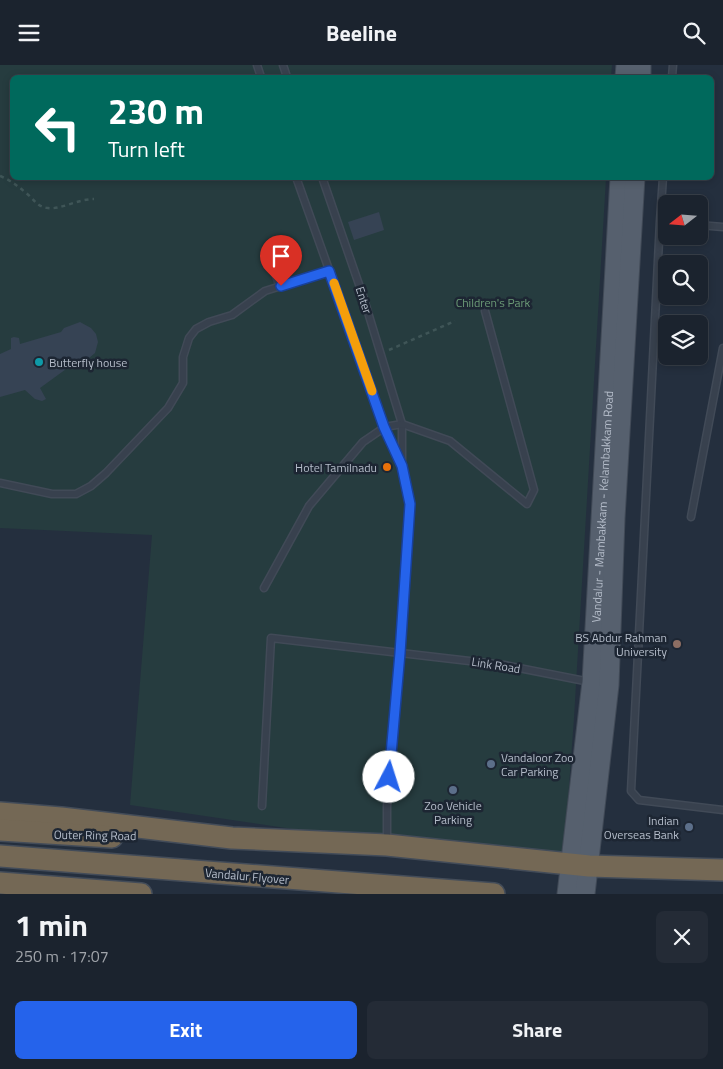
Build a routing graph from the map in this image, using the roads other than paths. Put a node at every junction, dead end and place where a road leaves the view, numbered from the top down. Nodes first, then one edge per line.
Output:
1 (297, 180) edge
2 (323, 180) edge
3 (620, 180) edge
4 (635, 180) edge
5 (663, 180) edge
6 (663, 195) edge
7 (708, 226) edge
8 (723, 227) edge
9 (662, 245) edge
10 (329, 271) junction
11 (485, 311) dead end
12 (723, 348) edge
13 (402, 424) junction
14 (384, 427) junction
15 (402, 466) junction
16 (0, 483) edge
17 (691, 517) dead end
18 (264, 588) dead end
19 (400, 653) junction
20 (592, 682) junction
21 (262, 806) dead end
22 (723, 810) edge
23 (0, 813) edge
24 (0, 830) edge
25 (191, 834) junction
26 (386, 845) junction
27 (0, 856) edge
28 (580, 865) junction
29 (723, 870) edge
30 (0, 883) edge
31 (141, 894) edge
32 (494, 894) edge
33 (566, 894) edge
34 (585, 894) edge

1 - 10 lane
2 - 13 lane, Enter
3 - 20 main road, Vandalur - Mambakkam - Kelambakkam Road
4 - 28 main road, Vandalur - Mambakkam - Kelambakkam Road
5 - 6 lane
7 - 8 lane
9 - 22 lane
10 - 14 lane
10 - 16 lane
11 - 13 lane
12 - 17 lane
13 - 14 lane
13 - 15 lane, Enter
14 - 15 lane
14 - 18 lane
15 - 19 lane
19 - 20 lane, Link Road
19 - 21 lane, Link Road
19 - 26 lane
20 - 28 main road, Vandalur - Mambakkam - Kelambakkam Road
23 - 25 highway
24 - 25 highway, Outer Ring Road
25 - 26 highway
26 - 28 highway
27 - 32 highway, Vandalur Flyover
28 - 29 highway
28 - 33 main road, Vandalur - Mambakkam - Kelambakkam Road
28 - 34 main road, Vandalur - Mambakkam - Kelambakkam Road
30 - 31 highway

********************

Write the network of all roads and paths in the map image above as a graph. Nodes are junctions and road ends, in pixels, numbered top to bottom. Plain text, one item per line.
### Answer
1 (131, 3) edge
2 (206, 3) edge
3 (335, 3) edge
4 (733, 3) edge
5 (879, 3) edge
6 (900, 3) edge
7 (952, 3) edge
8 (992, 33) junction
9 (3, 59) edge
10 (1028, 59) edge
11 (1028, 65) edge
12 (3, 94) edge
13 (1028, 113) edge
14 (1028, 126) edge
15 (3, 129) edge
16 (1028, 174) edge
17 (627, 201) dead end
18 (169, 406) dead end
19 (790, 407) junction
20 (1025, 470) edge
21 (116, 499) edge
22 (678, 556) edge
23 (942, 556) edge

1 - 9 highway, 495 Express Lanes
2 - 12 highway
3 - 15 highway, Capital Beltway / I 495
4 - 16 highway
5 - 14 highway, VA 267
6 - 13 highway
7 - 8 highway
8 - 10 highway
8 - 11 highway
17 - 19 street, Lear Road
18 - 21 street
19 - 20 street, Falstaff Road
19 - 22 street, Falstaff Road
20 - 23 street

********************

> **REQUIRED WORK**: Please state how many lines in the records contain the word "paths", and give only that number.

> **OUTPUT**: 2